Gleich am ersten Tag lernte ich Gregor kennen und schon kurz darauf begriff ich, dass er und sein Mitbewohner Jannis ein Liebespaar waren. Es wunderte mich, dass die Anderen es nicht kapierten, aber vielleicht fiel es mir auch nur auf, weil ich selber auf Jungs stand. Die Blicke, die sie sich zuwarfen, die verstohlenen Berührungen, so viele Kleinigkeiten gab es da, die in meinen Augen völlig eindeutig waren.

Offenbar wussten aber nur ihre drei besten Freunde Bescheid, und deren Benehmen nach auch noch nicht allzu lange.

Dass es sich bei meinem eigenen Mitbewohner jedoch ausgerechnet um den niedlichen Florian von damals handelte, war mir lange Zeit nicht bewusst. Ich hatte ihn seit der unglückseligen Geschichte nur noch selten gesehen, da er mir aus dem Weg ging und seit ich auf einem Internat zur Schule ging, sogar überhaupt nicht mehr, und nicht zuletzt hatte er sich in den vergangenen drei Jahren auch sehr verändert.

Er war ziemlich gewachsen, trug die Haare kürzer und praktisch immer einen finsteren Gesichtsausdruck, sobald er mich nur sah. Anfangs dachte ich ja noch, der Grund dafür wäre, dass er seinen vorherigen Zimmerkameraden vermisste, mit dem ihn wohl eine enge Freundschaft verbunden hatte. Aber wirklich gesprächig war er mir gegenüber ja nicht, und erst, als wir uns wegen einer Kleinigkeit heftig in die Haare gerieten, brach es aus ihm heraus, wer er war. Und selbst da war ich noch so verbohrt, dass ich meine anfängliche Bestürzung verbarg und einfach weiter den coolen Typen markierte. Obwohl ich merkte, wie sehr die Sache von damals ihm noch immer zu schaffen machte, tat ich so, als ginge mich das alles nichts an. Ich redete mir ein, das alles wäre lange her und keinen weiteren Stress wert.
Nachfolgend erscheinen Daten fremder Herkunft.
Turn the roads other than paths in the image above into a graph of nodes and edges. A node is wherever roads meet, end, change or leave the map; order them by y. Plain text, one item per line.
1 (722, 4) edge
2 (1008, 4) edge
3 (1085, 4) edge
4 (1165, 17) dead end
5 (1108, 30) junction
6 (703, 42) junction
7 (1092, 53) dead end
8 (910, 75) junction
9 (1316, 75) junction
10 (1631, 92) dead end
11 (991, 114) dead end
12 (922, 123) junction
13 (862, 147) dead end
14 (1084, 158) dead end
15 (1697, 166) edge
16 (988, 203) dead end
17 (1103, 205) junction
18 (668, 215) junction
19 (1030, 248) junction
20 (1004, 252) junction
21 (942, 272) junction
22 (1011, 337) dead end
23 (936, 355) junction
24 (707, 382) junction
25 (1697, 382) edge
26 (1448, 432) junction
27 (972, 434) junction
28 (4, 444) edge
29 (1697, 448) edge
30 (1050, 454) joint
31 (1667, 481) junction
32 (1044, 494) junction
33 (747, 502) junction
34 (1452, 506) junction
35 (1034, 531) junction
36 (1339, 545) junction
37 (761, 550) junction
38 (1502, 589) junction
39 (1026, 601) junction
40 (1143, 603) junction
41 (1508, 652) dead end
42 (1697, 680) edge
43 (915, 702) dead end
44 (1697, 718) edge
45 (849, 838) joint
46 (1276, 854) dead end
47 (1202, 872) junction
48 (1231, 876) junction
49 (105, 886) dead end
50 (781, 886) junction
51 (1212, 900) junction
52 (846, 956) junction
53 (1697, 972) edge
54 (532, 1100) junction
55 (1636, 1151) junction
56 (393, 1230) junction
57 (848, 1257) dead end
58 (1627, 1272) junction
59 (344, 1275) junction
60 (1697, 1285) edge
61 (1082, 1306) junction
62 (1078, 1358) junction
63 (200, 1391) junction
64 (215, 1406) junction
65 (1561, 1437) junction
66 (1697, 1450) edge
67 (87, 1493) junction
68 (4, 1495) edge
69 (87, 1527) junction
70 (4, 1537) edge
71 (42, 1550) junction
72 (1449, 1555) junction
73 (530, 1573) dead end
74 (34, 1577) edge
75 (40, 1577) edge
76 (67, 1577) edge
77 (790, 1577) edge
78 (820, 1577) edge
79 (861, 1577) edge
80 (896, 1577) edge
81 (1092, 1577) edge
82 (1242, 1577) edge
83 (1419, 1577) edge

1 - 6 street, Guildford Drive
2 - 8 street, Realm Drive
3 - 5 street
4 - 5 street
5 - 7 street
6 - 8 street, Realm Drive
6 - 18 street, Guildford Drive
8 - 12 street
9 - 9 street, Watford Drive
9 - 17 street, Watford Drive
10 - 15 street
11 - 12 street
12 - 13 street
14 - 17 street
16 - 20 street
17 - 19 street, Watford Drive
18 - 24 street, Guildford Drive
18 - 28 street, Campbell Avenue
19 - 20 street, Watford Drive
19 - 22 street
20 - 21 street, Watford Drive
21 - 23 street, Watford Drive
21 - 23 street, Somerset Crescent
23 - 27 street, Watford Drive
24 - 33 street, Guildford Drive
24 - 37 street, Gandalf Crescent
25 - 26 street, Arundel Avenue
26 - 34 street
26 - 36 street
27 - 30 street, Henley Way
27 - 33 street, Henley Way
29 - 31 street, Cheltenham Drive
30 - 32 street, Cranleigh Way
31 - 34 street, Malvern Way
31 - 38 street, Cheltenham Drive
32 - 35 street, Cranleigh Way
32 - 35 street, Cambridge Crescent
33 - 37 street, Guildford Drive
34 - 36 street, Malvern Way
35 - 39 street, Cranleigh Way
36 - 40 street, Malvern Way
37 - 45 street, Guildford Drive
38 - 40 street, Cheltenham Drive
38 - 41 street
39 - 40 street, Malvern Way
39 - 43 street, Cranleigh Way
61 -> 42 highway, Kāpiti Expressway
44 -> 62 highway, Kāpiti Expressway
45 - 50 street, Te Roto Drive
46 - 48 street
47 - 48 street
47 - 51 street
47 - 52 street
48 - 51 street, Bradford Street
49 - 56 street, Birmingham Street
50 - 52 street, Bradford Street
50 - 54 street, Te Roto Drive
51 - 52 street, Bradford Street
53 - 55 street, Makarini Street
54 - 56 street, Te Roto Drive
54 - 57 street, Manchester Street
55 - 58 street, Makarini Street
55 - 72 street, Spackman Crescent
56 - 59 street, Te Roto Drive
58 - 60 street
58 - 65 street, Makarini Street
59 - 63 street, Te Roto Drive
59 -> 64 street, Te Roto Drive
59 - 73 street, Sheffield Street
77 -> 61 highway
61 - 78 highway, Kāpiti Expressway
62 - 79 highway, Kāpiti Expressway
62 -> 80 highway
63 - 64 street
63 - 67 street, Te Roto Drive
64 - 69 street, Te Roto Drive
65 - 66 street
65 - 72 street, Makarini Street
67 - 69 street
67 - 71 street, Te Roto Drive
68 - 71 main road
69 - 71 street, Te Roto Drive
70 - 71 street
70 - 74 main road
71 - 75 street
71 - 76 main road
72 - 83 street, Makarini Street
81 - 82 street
Ich hätte allerdings auch nicht im Traum erwartet, dass er Jannis überfallen und versuchen würde, es mir in die Schuhe zu schieben, um sich zu rächen!

Erst, als er mir das Messer an die Kehle hielt und mich auf die Schlossmauer schleppte, fing ich an nachzudenken und kapierte, wie egoistisch ich mich in Wahrheit verhalten hatte. Wenn ich den Mut gehabt hätte, zu meiner Tat zu stehen und mich bei Flo wenigstens zu entschuldigen – was wenig genug gewesen wäre! - wäre es vielleicht nicht so weit gekommen. Aber das wurde mir erst klar, als es zu spät war, als ich wie ein heulendes Häufchen Elend über der Mauerzinne hing und um mein Leben fürchtete!

Zum Glück ging die Sache einigermaßen glimpflich ab, zumindest für mich.

Florian musste die Schule zwar verlassen, aber ich konnte meinen Vater wenigstens überreden, die Anzeige gegen ihn fallen zu lassen, sodass die Geschichte von damals nicht in der Öffentlichkeit breit getreten wurde. Das war das Mindeste, was ich für ihn tun konnte, wenn ich ihn schon nicht mehr persönlich sah und meinem Vater war die Erleichterung anzumerken, dass auf diese Weise ein größerer Skandal verhindert wurde, bei dem der Name Instetten durch den Dreck gezogen würde.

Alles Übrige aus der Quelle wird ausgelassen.